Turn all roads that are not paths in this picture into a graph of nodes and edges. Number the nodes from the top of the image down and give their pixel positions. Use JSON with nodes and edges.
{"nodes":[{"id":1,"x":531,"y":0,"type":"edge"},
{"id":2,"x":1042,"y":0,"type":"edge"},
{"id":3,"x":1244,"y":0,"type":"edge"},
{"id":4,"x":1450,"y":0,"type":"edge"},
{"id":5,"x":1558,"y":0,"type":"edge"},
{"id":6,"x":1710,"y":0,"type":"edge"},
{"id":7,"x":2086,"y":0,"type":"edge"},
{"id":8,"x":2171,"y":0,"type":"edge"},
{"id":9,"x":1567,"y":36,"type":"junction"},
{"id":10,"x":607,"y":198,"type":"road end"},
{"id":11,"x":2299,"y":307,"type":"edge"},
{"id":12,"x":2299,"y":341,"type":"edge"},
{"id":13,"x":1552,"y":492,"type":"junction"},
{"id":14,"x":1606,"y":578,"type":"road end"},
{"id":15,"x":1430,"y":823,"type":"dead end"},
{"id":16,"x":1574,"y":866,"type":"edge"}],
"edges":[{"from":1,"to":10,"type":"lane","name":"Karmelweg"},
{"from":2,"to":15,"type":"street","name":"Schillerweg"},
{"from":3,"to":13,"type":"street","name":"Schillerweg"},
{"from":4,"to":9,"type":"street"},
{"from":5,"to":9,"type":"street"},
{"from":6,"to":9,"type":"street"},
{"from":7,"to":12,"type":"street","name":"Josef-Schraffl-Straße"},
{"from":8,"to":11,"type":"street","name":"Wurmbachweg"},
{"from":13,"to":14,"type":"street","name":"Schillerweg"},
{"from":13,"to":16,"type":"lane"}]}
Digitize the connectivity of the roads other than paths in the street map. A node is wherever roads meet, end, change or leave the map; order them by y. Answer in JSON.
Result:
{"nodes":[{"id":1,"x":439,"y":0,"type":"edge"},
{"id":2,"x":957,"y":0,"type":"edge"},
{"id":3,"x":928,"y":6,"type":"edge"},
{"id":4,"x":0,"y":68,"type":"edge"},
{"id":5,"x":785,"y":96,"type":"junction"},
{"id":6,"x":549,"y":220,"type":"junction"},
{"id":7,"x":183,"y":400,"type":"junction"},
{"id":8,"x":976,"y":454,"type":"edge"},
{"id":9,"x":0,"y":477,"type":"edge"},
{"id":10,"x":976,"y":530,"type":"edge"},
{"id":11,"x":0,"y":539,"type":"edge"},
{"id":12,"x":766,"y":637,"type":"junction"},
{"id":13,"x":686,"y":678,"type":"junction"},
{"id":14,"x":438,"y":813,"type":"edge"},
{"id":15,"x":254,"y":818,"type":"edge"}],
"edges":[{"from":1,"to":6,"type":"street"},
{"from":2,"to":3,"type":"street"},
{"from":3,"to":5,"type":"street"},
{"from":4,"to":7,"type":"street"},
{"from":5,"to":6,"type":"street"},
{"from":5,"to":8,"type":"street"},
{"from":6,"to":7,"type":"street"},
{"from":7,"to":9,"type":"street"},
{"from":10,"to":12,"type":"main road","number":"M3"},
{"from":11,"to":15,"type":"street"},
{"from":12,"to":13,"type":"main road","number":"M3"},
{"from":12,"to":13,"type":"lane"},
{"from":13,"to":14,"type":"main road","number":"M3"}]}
--
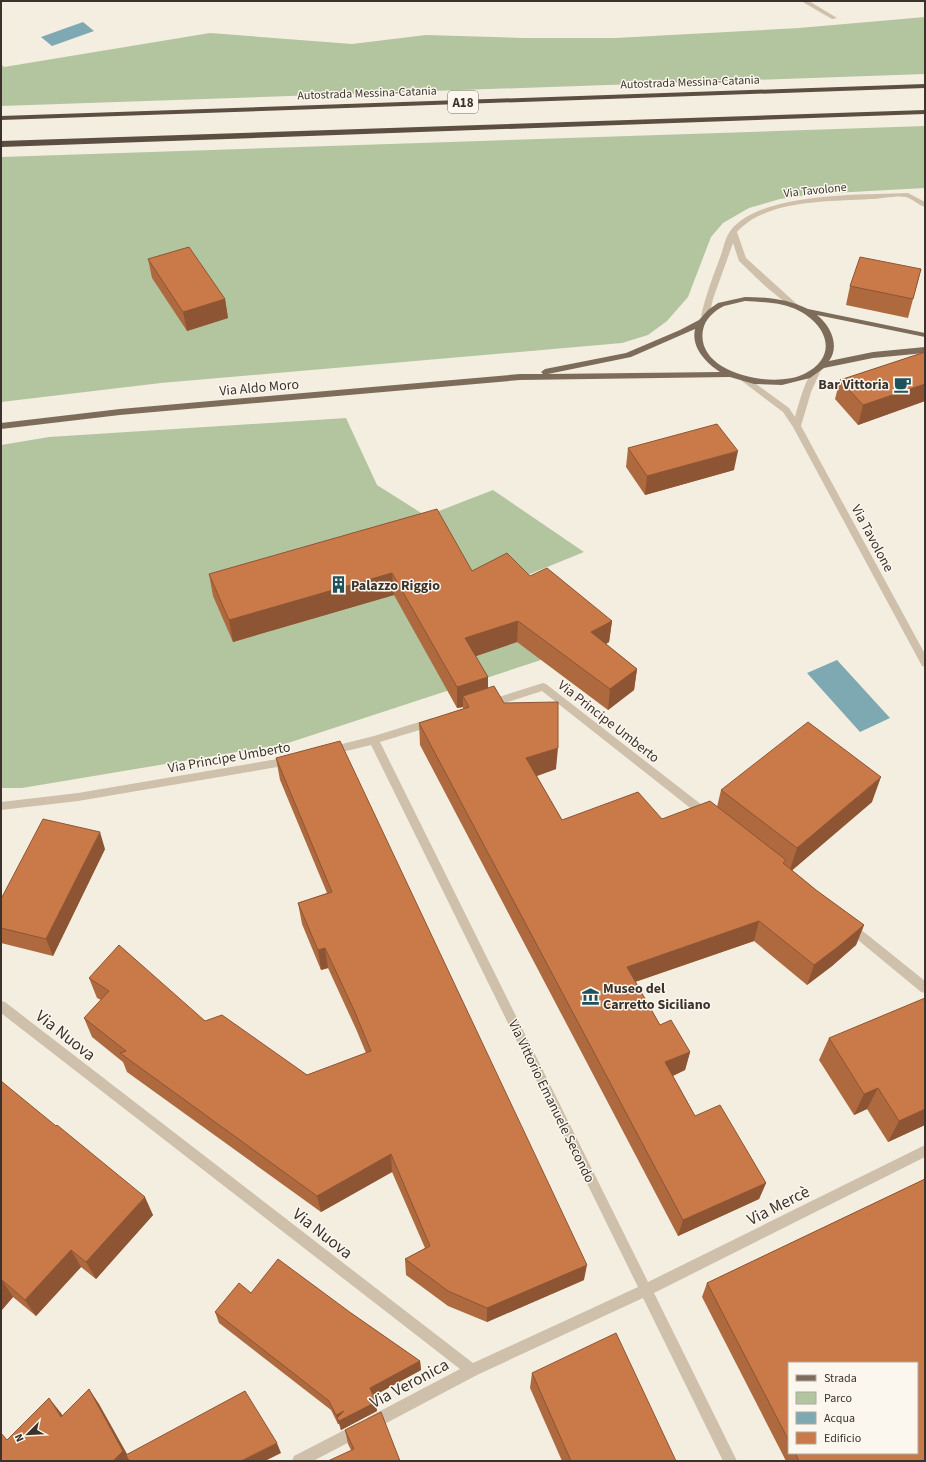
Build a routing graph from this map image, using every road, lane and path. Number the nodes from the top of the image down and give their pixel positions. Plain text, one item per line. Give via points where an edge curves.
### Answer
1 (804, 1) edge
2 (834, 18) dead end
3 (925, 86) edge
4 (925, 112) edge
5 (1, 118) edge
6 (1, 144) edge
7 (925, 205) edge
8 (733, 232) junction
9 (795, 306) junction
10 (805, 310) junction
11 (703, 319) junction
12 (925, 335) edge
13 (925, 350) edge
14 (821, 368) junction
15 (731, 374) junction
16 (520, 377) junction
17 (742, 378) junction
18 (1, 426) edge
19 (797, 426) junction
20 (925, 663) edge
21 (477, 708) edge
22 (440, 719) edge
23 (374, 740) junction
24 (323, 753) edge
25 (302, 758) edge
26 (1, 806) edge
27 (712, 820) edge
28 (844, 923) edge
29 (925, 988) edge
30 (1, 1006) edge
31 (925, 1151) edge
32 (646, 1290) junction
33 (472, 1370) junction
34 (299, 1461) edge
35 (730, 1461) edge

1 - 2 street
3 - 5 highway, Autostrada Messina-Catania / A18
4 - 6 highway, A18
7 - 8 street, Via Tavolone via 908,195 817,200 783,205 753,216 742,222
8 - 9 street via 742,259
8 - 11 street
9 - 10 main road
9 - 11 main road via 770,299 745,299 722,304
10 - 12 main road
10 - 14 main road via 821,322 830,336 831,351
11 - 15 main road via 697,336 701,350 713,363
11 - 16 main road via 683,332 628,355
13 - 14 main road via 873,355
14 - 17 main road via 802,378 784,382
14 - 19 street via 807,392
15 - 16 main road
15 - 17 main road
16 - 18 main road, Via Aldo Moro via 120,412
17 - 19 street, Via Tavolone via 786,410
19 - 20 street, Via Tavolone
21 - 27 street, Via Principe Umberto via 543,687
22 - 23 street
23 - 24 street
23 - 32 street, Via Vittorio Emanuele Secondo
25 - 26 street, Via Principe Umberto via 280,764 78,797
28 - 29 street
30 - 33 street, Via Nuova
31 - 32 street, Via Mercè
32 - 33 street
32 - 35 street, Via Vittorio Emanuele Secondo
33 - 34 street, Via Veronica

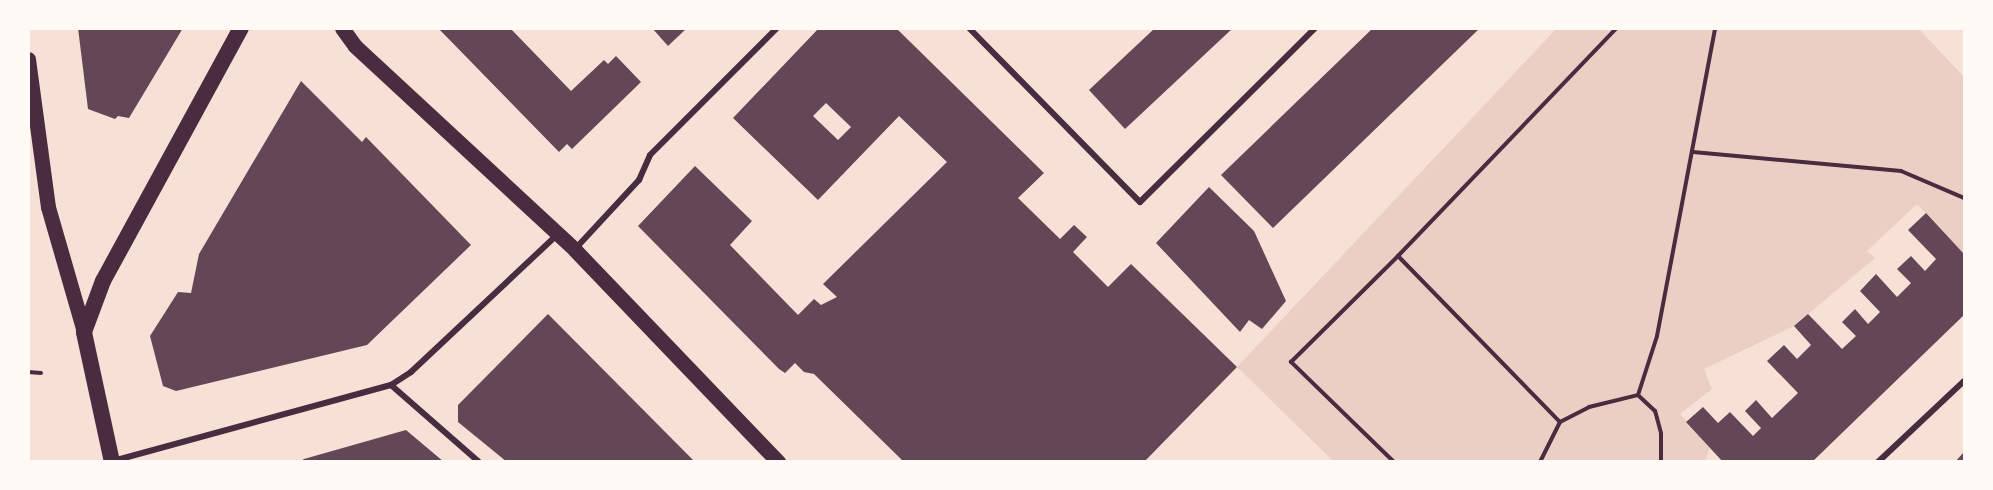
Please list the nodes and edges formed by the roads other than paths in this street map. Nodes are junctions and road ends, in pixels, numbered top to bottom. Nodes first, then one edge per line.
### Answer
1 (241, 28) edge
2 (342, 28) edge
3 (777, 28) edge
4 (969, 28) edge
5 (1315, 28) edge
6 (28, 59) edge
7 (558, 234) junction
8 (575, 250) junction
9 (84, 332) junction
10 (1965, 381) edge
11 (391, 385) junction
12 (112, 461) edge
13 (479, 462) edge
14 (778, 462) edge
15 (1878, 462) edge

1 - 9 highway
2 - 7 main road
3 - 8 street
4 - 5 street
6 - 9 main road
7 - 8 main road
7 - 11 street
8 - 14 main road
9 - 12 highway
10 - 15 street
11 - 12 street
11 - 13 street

▶ _Exercise prompt_: Go to the line in the material above that contains "Turn all roads" and copy exactly from there through the line that contains "Digitize the connectivity", stopping after it.

▶ _Problem solution_:
Turn all roads that are not paths in this picture into a graph of nodes and edges. Number the nodes from the top of the image down and give their pixel positions. Use JSON with nodes and edges.
{"nodes":[{"id":1,"x":531,"y":0,"type":"edge"},
{"id":2,"x":1042,"y":0,"type":"edge"},
{"id":3,"x":1244,"y":0,"type":"edge"},
{"id":4,"x":1450,"y":0,"type":"edge"},
{"id":5,"x":1558,"y":0,"type":"edge"},
{"id":6,"x":1710,"y":0,"type":"edge"},
{"id":7,"x":2086,"y":0,"type":"edge"},
{"id":8,"x":2171,"y":0,"type":"edge"},
{"id":9,"x":1567,"y":36,"type":"junction"},
{"id":10,"x":607,"y":198,"type":"road end"},
{"id":11,"x":2299,"y":307,"type":"edge"},
{"id":12,"x":2299,"y":341,"type":"edge"},
{"id":13,"x":1552,"y":492,"type":"junction"},
{"id":14,"x":1606,"y":578,"type":"road end"},
{"id":15,"x":1430,"y":823,"type":"dead end"},
{"id":16,"x":1574,"y":866,"type":"edge"}],
"edges":[{"from":1,"to":10,"type":"lane","name":"Karmelweg"},
{"from":2,"to":15,"type":"street","name":"Schillerweg"},
{"from":3,"to":13,"type":"street","name":"Schillerweg"},
{"from":4,"to":9,"type":"street"},
{"from":5,"to":9,"type":"street"},
{"from":6,"to":9,"type":"street"},
{"from":7,"to":12,"type":"street","name":"Josef-Schraffl-Straße"},
{"from":8,"to":11,"type":"street","name":"Wurmbachweg"},
{"from":13,"to":14,"type":"street","name":"Schillerweg"},
{"from":13,"to":16,"type":"lane"}]}
Digitize the connectivity of the roads other than paths in the street map. A node is wherever roads meet, end, change or leave the map; order them by y. Answer in JSON.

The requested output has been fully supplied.